More cities will be looking to update their housing regulations next week, following pressure from state officials to zone for more than 100,000 new homes in Orange County in the next few years.
California’s housing shortage has pitted local city council members against state officials.
City officials have been fighting and pushing back against state mandated housing goals and laws that cities say are unrealistic and rob local elected leaders of the chance to control destiny.
[ Read: Newport Beach Joins Other Cities in Battle With State for Greater Local Control on Land Use ]
Meanwhile, Orange County residents have identified housing and homelessness as their most important problems, according to the 2020 Orange County Annual Survey conducted by Chapman University.
“Housing costs have skyrocketed in the county during the past decade, and significant media coverage shed light on large homeless encampments along the Santa Ana Riverbed and at the Civic Center in the late 2010s,” reads the survey report.
Granny Flats
One housing issue that has officials at odds is granny flats, or accessory dwelling units (ADU) in city planning jargon.
Over the last five years, the California Legislature passed new rules limiting local control over the size and location of granny flats, setting mandatory boundaries that in some cases require cities to allow more units than they would’ve previously.
Those limits also make it nearly impossible for cities to require additional parking spots for the units.
Other cities have already looked at updating their granny flat regulations in recent weeks.
[ Read: Orange County Cities Update Rules On ‘Granny Flats’ In Response To State Housing Mandates ]
More cities in the county are taking up the issue next week including Orange, Stanton, Westminster and Garden Grove.
“The state of California started creating laws in 2017 mandating cities to allow people to build [granny flats] and junior [granny flats] to increase the rental stock in California,” said Elizabeth Pearson, founder of Laguna ADU and former mayor of Laguna Beach.
The Laguna ADU company is looking to help seniors build granny flats.
Pearson said she launched the company about a week and a half ago and that this type of unit helps create moderately priced and affordable housing.
“It’s perfect for creating units for younger people,” she said. “Or people who work in our restaurants and our retail stores that can’t live here and this creates an opportunity for them to live close to where they’re working.”
“The state is urging cities to do it and some cities are more open to the idea than others.”
State Mandated Housing
Some cities are also going to review their progress meeting state-mandated goals assigned to them in a previous housing cycle, including Fountain Valley.
Newport Beach City Officials will go over their progress Tuesday.

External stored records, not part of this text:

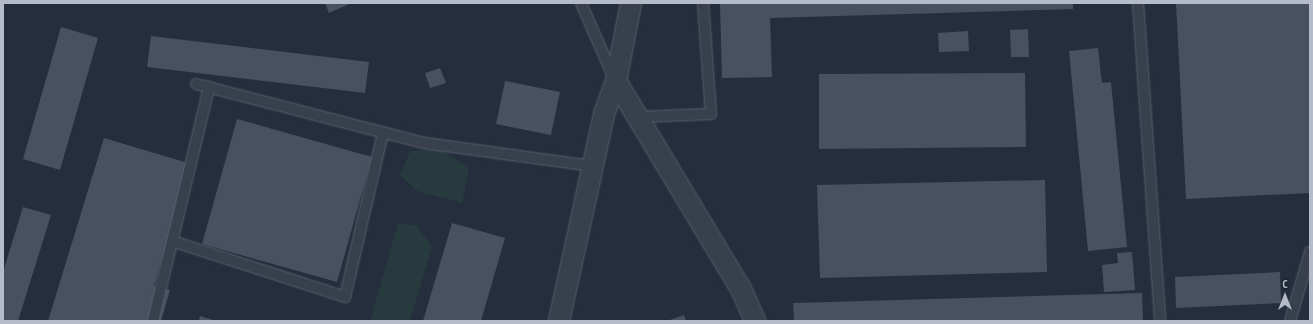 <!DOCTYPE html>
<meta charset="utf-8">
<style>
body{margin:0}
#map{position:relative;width:1313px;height:324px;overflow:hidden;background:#252e3d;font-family:"PT Sans Narrow",sans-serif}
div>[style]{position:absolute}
.green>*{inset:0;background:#273a3e}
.building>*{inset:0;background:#475161}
.roads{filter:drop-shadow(0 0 1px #575e6b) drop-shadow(0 0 1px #575e6b)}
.service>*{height:10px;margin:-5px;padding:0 5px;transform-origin:5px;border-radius:5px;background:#39404d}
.minor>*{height:20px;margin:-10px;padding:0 10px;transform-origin:10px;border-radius:10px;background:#39404d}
span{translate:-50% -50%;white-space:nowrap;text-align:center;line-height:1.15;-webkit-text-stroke:3px #1e2532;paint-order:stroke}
.frame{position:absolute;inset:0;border:4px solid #b5bbc8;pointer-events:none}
.north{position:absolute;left:1265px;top:276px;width:40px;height:40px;-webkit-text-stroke:3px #1e2532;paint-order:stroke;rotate:0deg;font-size:11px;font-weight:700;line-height:16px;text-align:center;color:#b5bbc8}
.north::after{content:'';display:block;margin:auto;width:14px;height:18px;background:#b5bbc8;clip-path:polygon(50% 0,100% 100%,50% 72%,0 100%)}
</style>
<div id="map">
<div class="green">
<i style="clip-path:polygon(442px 149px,469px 169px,462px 203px,417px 191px,400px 175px,410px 151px)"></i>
<i style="clip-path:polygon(398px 223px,416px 225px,432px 247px,410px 321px,370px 321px)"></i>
</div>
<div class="building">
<i style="clip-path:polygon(325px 3px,352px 3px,329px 13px)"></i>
<i style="clip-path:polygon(720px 3px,1073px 3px,1073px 9px,770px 18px,772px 77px,722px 78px)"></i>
<i style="clip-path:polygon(1176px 3px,1310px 3px,1310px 193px,1186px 199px)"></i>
<i style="clip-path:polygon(61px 27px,98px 38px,60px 170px,23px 159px)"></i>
<i style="clip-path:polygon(1028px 29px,1029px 57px,1011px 57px,1010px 30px)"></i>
<i style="clip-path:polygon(968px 31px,969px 51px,939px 52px,938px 33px)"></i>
<i style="clip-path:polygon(151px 36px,369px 62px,365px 93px,147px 67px)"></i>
<i style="clip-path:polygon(1098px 48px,1102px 83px,1111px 82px,1127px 247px,1088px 251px,1069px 51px)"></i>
<i style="clip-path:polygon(440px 68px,446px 83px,430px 88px,425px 73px)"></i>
<i style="clip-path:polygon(1025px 73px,1026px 147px,819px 149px,819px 74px)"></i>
<i style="clip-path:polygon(505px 81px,560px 92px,551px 135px,496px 124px)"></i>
<i style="clip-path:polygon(237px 119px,372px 157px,337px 282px,202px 244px)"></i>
<i style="clip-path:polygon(104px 138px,191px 164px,154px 286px,170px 290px,161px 321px,48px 321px)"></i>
<i style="clip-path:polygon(1045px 180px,1047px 272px,820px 278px,817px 185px)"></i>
<i style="clip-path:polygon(23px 207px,51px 215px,18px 321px,3px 321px,3px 272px)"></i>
<i style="clip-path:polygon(452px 223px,505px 238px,481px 321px,423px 321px)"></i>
<i style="clip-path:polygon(1132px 252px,1135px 290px,1104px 292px,1102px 265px,1118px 263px,1117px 253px)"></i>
<i style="clip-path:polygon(1280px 272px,1281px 303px,1176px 308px,1175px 277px)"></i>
<i style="clip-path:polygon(1142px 293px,1143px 321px,794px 321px,793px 303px)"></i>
<i style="clip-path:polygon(684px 315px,686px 321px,667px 321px)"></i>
<i style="clip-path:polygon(200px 316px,216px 321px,199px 321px)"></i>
</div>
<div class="roads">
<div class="service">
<i style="left:581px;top:3px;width:82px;rotate:66.3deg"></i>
<i style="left:1138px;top:3px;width:319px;rotate:86deg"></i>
<i style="left:196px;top:84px;width:236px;rotate:14.5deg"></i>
<i style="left:424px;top:143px;width:171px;rotate:7.8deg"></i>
<i style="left:637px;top:117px;width:74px;rotate:-2.3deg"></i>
<i style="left:711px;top:114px;width:111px;rotate:-94.1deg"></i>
<i style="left:172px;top:241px;width:182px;rotate:17.9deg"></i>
<i style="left:345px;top:297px;width:168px;rotate:-77deg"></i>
<i style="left:153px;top:321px;width:241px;rotate:-76.5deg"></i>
<i style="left:1290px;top:321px;width:72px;rotate:-73.8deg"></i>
</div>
<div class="minor">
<i style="left:616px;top:81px;width:243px;rotate:59deg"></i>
<i style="left:741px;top:289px;width:35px;rotate:66deg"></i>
<i style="left:559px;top:321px;width:212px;rotate:-77.7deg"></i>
<i style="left:604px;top:114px;width:35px;rotate:-70deg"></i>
<i style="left:616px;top:81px;width:79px;rotate:-79.1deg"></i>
</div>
</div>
<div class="frame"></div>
<div class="north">С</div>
</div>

On Wednesday, Speak Up Newport will hold a webinar with officials to discuss where their next cycle of state mandated housing will go.
The city held a similar webinar earlier this year.
Many cities in the county have pushed back against the newest state mandated goals they’ve been assigned for the next coming years.
[ Read: Santa Ana Touts Progress on State Housing Goals, Huntington Beach Considers Suing Over Them ]
The state assigned the Southern California Association of Governments — made up of city council members across the region — to come up with zoning for 1.3 million homes across six counties, including more than 180,000 in Orange County by Oct. 2029.
Almost half of Orange County’s cities filed appeals with the regional board to try to bring down the number of homes they have to zone for by the 2029 deadline.
The regional board denied all of the appeals.
Huntington Beach and Costa Mesa considered behind closed doors going to court over the housing goals earlier this week, but both cities took no action.
Local officials in Orange are looking to push back against a state proposed housing density law that would require cities to approve urban lot splits as well as developments with two residential units in single family residential zones.
The proposed law is intended to increase access to affordable housing, but some city council members in OC see it as another attempt by the state to undermine local control.
Orange City Council members may also push back on another proposed state law that would require “cities to upzone single-family parcels in ‘jobs rich’ areas to allow for up to 10 units without going through the California Environmental Quality Act (CEQA) process.”
The Need for Housing to Address Homelessness
Mercy House CEO Larry Haynes said in a phone interview last month that navigation centers are supposed to help people get housing.
“In a healthy system, there are enough housing destinations to have a sort of a free flow, if you will, right, from the streets to the navigation center to a housing unit,” he said.
Mercy House is a nonprofit that works to provide housing and support services to homeless populations and operates shelters in the county.
Haynes, who has been in this business for over three decades, said lack of housing is an issue.
“There’s two truths that are difficult. We need more housing. And there are no shortcuts,” he said. “We should have started 33 years ago. We’ve got to take seriously the challenge of the creation of new affordable housing. There are no shortcuts. we have to do the hard work.”